The Cultural Revolution
Simon Leys was born Pierre Ryckmans in 1935 into a distinguished Catholic Belgian diplomatic family (his uncle was the governor general of the Congo). His adult life was spent in greater China or studying it from Australia, where he died in 2014. During the 1960s and ’70s, he was partially blacklisted in Paris for the candor of his indictments of Maoism and scathing criticisms of French Maoists like Roland Barthes. Despite these views, Ryckmans was never entirely ostracized in Paris, where the Situationists published him, nor even in China itself. But his opinions did require him to adopt a pseudonym in print so that he could take up a post as a cultural attaché to the Belgian embassy in Beijing in 1972.

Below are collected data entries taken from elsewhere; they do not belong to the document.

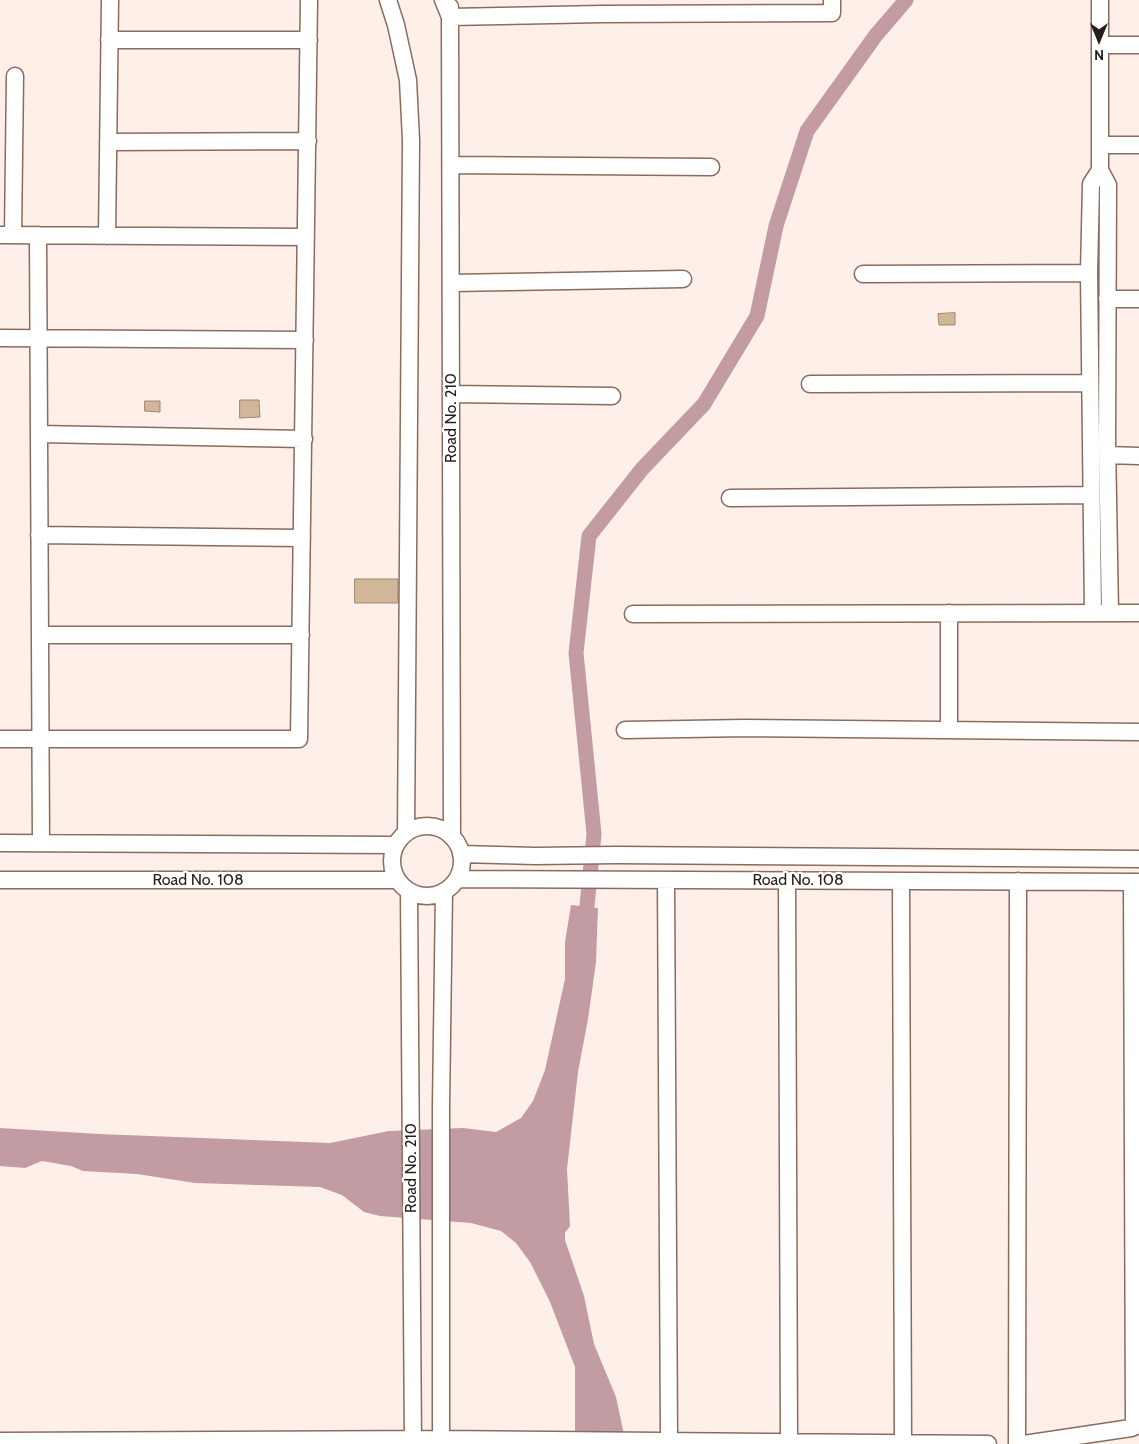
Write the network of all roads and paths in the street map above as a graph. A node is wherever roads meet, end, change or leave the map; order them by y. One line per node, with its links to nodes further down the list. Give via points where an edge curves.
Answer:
1 (110, 0): 11 (street)
2 (309, 0): 12 (street)
3 (388, 0): 61 (street, via 408,80 411,140)
4 (443, 0): 10 (street, Road No. 210)
5 (450, 0): 10 (street)
6 (832, 0): 9 (street, via 832,13)
7 (1100, 0): 13 (street)
8 (602, 7): 9 (street); 10 (street)
9 (742, 7)
10 (450, 17): 20 (street, Road No. 210)
11 (109, 40): 12 (street); 16 (street)
12 (309, 40): 17 (street)
13 (1100, 44): 14 (street); 18 (street)
14 (1139, 45)
15 (14, 76): 23 (street)
16 (108, 142): 17 (street); 25 (street)
17 (308, 142): 26 (street)
18 (1100, 145): 19 (street); 22 (street)
19 (1139, 145)
20 (451, 165): 21 (street); 30 (street, Road No. 210)
21 (711, 167)
22 (1100, 170): 27 (street, via 1091,184); 31 (street, via 1108,185)
23 (6, 235): 24 (street)
24 (38, 235): 25 (street); 34 (street)
25 (107, 236): 26 (street)
26 (306, 237): 35 (street)
27 (1089, 273): 28 (street); 36 (street)
28 (863, 274)
29 (683, 279): 30 (street)
30 (451, 283): 38 (street, Road No. 210)
31 (1107, 299): 32 (street); 42 (street)
32 (1139, 299)
33 (0, 338): 34 (street)
34 (38, 338): 35 (street); 40 (street)
35 (305, 340): 41 (street)
36 (1090, 383): 37 (street); 44 (street)
37 (810, 384)
38 (451, 394): 39 (street); 60 (street, Road No. 210)
39 (612, 396)
40 (39, 434): 41 (street); 46 (street)
41 (304, 438): 47 (street)
42 (1107, 455): 43 (street); 49 (street)
43 (1139, 456)
44 (1091, 495): 45 (street); 48 (street)
45 (730, 498)
46 (40, 535): 47 (street); 54 (street)
47 (302, 538): 53 (street)
48 (1093, 613): 49 (street); 52 (street)
49 (1110, 613): 50 (street)
50 (1139, 613)
51 (633, 614): 52 (street)
52 (949, 614): 56 (street)
53 (301, 634): 54 (street); 59 (street, via 299,739)
54 (40, 635): 59 (street)
55 (625, 730): 56 (street)
56 (949, 730): 57 (street)
57 (1139, 732)
58 (0, 739): 59 (street)
59 (40, 739): 63 (street)
60 (452, 837): 61 (street, via 435,827 425,826 415,828); 64 (street, Road No. 210)
61 (401, 839): 63 (street); 68 (street, via 392,853)
62 (0, 843): 63 (street)
63 (40, 843)
64 (461, 854): 65 (street, Road No. 108); 66 (street)
65 (1139, 859)
66 (457, 879): 69 (street, Road No. 108); 75 (street)
67 (0, 880): 68 (street, Road No. 108)
68 (396, 880): 74 (street)
69 (666, 880): 70 (street, Road No. 108); 81 (street)
70 (787, 880): 71 (street, Road No. 108); 84 (street)
71 (901, 881): 72 (street, Road No. 108); 85 (street)
72 (1018, 881): 73 (street, Road No. 108); 87 (street)
73 (1135, 882): 76 (street)
74 (409, 892): 75 (street, via 426,896); 82 (street, Road No. 210)
75 (444, 892): 83 (street, Road No. 210)
76 (1136, 1010): 77 (street)
77 (1136, 1125): 78 (street)
78 (1136, 1240): 79 (street)
79 (1137, 1426): 88 (street)
80 (0, 1441): 82 (street)
81 (669, 1441): 83 (street); 84 (street)
82 (413, 1442): 83 (street)
83 (441, 1442)
84 (789, 1442): 85 (street)
85 (903, 1443): 86 (street)
86 (988, 1444)
87 (1017, 1444)
88 (1024, 1444)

Leys’s breakthrough insight into the Cultural Revolution was that it was not a spontaneous development but arose instead from a power struggle between Mao and the Central Committee which included Deng Xiaoping. Years earlier, Mao’s “Great Leap Forward” had led to a devastating famine and an estimated 30–45 million deaths. In response, Deng and the Central Committee forced Mao into a largely ceremonial role, or in the Chinese phrase, “laid him to rest in a sidetrack.” The Cultural Revolution was Mao’s instrument of revenge. Amid the ensuing mayhem and the mass murder of his opponents by the Red Guards, Mao was able to regain power. He then ordered the Army under Lin Biao to rein in the Red Guards who were themselves often massacred. In 1971, Lin Biao also disappeared. According to official sources, he died in a plane crash in Mongolia trying to flee the country. According to Leys and informed sources, Mao ordered Lin’s assassination inside China and the crash story was a fabrication.
“Mao managed to light the fuse that would lead to that huge explosion, the Cultural Revolution,” wrote Leys. The sequence of events he described that led to that upheaval makes the process sound methodical, but the rage and violence unleashed defy rational analysis. Roving mobs of Red Guards composed of teens and children murdered with impunity. Ancient statues, temples, and buildings were destroyed. All books, films, and magazines that predated the Cultural Revolution were withdrawn, and universities and schools were closed. Professors were harassed by the “Workers-Soldiers Propaganda Teams of the Thought of Mao Tse-Tung,” and were sent to factories or the countryside. “Proletarians” replaced them when the universities tentatively reopened in 1972. This policy did not prove to be successful. Re-educated professors were allowed to return to teaching, but only under the watchful eye of the worker-soldiers propaganda teams. The content of the classes was now predominantly political theory.
The traditional university entrance exam system was eliminated. Replacing it, Leys observed in Chinese Shadows, was an admissions system that was “tightly political: a candidate who is not the son of a worker or a poor peasant has practically no chance of admission, however brilliant he may be.” There was no risk whatsoever that these poorly prepared students, once admitted, would fail. Leys spoke to a University of Peking professor who told him, “As for failing a student who happened to be an activist or the son of a poor peasant, needless to say, this kind of foolhardiness did not occur to anyone.” (It was only after Mao’s death that university admissions based on competitive exam, rather than the student’s political background and social origin, were restored by Deng.)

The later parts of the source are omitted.